Whenever Sam met another Sam it was a weird experience. Hopes were always high, at first. The prospect of encountering a young woman who had, as she had, a name with a bit of personality to it, a story behind it, was exciting. Sam never really thought of herself as a Samantha, although that’s what her parents had called her, and that’s what her mother called out if she had just upset a stack of her father’s papers and was running through the house pursued by a pair of over-excited beagle puppies – “Samantha, come here young lady!” she would call, but Sam would just keep on running. When it wasn’t being used in an irate, parental tone of voice, Sam imagined the name Samantha as belonging to a sophisticated woman, perhaps a little older than she was, a woman who spent afternoons in galleries and smoked French cigarettes and had been intimate with officials from several embassies. It was an imagined life very different from her real life, and it was exciting to think about it. Sam longed to encounter someone who could live up to the name Samantha.

But if she just met another Sam – her age, ordinary, hair unco-operative, fan of caramel slices – that would be fine too. It would be good to meet someone with something in common: something very slight, even superficial, but something in common with her. Sam wondered if being called a certain name might influence a person’s character, and she decided it had to. Either it did have an influence, and quite a strong one, or numerology was crap – and she couldn’t believe that, not for a second. Numerology and astrology and tarot – Sam knew of these things and she took an interest in them, a passing interest; she dabbled and then forgot all about divination, and then dabbled again months later, glancing at her books and going to her websites, and wondering about how to address the problems plaguing her at the time. She wondered about plaguing, and she was sure others had more serious problems than she had, that being plagued was too strong, an exaggeration in fact, but our problems are always important to us and Sam didn’t seem able to deal with her problems whenever they came back, and they always came back. Life was like that – problems arose or they returned: you were never living problem-free for long.

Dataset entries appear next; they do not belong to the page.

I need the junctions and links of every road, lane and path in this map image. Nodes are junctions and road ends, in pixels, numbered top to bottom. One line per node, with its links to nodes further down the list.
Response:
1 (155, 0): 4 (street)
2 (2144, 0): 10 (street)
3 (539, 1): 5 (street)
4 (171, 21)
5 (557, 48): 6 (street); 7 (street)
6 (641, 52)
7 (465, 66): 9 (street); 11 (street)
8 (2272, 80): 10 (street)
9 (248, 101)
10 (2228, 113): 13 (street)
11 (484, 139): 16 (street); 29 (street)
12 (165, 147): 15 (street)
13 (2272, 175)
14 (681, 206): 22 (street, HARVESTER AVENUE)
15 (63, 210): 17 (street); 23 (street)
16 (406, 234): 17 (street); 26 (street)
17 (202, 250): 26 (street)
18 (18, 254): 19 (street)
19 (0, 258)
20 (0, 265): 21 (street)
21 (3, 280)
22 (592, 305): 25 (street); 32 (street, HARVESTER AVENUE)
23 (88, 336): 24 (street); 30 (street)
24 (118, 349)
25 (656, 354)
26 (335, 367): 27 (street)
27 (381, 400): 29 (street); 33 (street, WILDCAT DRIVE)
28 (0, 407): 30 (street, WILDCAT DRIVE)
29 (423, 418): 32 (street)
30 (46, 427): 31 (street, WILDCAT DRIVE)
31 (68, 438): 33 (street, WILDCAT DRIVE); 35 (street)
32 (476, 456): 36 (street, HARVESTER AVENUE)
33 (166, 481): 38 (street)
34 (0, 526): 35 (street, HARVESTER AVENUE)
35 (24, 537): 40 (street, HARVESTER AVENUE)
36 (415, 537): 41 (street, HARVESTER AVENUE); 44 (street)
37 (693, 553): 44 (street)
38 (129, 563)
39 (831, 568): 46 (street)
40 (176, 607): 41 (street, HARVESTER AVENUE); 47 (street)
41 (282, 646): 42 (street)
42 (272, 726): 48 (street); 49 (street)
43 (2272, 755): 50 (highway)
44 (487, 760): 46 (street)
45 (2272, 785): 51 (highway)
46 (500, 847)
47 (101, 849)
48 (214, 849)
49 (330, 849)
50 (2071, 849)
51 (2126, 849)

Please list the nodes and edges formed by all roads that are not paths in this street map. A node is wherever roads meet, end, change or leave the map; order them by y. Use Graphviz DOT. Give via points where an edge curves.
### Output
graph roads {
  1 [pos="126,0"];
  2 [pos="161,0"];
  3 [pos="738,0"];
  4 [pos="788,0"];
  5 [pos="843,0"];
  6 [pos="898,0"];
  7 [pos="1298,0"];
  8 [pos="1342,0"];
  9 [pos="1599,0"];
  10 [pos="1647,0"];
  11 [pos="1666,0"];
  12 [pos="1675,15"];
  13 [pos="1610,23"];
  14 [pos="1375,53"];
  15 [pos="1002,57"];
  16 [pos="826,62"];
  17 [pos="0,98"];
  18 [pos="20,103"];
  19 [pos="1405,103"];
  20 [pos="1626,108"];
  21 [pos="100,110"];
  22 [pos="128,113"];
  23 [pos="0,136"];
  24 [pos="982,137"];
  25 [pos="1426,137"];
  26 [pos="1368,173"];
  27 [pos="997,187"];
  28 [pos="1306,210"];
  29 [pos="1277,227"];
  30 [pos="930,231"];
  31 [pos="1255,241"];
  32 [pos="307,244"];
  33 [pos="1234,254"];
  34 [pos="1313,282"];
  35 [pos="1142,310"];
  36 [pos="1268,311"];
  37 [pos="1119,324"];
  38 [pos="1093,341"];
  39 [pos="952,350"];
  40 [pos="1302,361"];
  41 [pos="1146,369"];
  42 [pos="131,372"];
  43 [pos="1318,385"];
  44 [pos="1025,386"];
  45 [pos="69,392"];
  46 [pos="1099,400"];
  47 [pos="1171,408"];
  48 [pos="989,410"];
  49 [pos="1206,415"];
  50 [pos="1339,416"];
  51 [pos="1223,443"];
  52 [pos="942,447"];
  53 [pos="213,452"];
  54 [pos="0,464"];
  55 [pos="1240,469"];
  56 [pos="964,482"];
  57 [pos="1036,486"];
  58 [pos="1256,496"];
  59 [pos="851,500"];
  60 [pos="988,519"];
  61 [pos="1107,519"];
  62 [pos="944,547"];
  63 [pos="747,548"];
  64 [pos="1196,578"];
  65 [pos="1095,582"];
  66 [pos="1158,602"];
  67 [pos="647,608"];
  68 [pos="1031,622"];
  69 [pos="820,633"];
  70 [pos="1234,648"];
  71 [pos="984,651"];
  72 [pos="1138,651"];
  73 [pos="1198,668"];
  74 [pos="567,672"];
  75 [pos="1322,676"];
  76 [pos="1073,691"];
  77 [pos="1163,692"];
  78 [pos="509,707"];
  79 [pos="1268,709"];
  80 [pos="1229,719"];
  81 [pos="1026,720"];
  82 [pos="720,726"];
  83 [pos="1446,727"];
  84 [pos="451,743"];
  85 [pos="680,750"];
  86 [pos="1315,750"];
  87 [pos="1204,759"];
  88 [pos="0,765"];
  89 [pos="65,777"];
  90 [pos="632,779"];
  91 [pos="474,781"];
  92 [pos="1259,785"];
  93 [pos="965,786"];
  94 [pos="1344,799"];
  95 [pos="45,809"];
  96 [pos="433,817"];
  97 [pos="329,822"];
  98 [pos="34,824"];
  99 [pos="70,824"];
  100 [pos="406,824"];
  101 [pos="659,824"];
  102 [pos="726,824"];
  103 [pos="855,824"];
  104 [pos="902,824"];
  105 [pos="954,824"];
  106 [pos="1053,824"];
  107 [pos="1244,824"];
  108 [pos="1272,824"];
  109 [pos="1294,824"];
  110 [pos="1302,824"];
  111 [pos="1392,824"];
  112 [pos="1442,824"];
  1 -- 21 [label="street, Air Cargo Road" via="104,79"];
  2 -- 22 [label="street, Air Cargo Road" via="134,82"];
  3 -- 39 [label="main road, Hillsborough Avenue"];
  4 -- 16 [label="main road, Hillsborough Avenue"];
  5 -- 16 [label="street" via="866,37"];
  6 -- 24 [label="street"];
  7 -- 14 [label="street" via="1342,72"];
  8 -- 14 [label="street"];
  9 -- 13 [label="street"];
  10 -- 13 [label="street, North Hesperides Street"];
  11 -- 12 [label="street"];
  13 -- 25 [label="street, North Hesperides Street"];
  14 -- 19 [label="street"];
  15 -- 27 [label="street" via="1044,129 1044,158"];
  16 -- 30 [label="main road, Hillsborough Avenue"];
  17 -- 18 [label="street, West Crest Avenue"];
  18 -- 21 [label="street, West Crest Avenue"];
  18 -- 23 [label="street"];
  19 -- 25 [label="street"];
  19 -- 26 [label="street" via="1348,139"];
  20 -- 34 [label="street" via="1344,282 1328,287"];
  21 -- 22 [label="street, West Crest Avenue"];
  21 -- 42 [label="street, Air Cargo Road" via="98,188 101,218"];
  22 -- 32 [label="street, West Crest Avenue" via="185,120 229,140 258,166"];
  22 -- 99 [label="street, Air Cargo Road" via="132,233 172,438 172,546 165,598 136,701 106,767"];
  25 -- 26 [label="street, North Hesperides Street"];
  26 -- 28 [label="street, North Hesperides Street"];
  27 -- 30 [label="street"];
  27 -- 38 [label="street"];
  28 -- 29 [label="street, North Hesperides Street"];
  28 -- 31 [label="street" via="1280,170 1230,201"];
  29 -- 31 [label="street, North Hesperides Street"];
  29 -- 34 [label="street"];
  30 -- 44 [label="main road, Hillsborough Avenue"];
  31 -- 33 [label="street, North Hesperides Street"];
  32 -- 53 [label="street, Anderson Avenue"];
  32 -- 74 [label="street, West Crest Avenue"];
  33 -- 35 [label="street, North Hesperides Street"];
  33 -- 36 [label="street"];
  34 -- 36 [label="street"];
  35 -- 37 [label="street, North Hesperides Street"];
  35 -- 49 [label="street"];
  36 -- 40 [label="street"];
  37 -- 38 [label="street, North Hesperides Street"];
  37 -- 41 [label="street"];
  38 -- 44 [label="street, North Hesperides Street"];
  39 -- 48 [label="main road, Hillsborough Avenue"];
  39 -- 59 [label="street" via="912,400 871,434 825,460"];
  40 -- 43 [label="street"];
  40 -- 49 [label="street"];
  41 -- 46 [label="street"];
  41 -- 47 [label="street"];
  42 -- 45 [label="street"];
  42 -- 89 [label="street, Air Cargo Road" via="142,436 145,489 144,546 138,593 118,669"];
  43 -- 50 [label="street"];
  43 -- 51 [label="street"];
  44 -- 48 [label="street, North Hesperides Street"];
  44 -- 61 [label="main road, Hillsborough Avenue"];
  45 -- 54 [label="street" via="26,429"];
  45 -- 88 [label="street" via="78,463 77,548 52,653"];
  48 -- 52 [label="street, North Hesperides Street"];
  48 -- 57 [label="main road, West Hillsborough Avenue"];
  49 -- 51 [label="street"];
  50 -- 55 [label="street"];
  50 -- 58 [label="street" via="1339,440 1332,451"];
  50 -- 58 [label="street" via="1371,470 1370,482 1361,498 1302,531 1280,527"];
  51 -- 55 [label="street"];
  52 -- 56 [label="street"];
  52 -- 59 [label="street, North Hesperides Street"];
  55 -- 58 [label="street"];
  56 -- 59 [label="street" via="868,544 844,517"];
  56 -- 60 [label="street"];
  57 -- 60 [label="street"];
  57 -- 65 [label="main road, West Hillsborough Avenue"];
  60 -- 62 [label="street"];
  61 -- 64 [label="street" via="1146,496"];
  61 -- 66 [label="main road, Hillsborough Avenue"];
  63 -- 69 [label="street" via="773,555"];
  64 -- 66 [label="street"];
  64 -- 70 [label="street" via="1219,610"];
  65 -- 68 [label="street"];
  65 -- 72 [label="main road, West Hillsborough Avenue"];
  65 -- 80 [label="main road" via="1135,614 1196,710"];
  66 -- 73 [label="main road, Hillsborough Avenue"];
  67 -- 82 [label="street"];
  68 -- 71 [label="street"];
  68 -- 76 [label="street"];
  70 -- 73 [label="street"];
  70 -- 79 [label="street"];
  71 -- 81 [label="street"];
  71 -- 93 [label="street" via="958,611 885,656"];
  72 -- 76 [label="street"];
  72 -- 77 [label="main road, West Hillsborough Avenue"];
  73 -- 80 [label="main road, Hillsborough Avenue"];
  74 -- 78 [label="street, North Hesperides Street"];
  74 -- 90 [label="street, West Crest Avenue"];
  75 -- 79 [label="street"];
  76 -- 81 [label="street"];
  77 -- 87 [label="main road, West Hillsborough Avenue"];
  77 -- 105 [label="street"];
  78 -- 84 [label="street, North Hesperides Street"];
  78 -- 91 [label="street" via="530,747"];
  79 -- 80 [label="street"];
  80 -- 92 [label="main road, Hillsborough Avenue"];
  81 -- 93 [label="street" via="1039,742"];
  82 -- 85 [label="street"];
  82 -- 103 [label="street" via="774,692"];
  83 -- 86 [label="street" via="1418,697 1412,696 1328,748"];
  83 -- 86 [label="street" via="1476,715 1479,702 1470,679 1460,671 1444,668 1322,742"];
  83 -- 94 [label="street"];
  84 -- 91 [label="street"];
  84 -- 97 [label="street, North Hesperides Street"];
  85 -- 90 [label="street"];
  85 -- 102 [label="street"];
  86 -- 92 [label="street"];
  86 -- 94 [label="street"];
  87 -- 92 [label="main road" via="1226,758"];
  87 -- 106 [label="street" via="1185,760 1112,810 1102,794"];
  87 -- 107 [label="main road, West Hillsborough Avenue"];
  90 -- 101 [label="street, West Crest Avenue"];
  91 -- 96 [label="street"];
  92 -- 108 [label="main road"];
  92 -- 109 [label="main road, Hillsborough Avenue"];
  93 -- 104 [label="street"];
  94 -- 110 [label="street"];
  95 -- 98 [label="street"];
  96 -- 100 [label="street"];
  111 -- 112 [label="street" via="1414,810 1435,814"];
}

She knew that turning over cards and interpreting numbers – or having them interpreted for you (books and websites always had better, more confident things to say than she could come up with herself) – was a substitute for addressing issues properly as an adult ought to address them. To meet a problem head on, face it, sort it out, and go on to life’s next challenge – that was what you should do, she was sure of it. But it wasn’t easy, not for her. Not like it’s easy for some people. Not like it would be easy for a Samantha – a genuine Samantha, who drank her coffee black and made witty remarks to unshaven artists about postmodernism. And besides, if she, Sam, faced the difficulties which plagued her, and, say, she met them, at great emotional and physical and even financial cost to herself, but was able to deal with and even conquer them, one by one, there would be others ready to take their place, and more behind them, more and more, ready to go, spawning like zombies. Because that was what life was: being plagued by difficulties. And there was no escape.

Perhaps if she met another Sam she could share her problems with her. Another Sam would probably have similar issues in her life. And if she met a Samantha then maybe the sophisticated woman would be a kind of inspiration to her. An example. Someone to look up to, at least, but possibly even a mentor of sorts. Or so Sam hoped. And prayed. Or she would have prayed, if she had prayed; if she had been the sort of person who prays, which she wasn’t; if she had been the sort of person who believed in god, as in one god, which she didn’t, not at all; if she had been the sort of person who says a prayer every night to an imaginary Santa Claus-like figure who lives up in the sky and who grants wishes to those people who ask very nicely and scrunch up their faces tight, in concentration, while they ask nicely, and she most certainly wasn’t that either. No way. Instead Sam meditated, last thing at night, when she was in bed, with the light out and a discreet scented candle mellowly burning on her bedside table, and as she meditated she ran over the events of the day and then imagined a woman with dark hair enter her life, a woman named Samantha who was deeply cool and calm and confident, who flirted with men and women alike and who got her way by using charm and elegance. Sam would typically fall asleep as she imagined Samantha sitting on a park bench, smoking and filling in cryptic crosswords – the really hard ones – while men in business suits queued to catch her attention.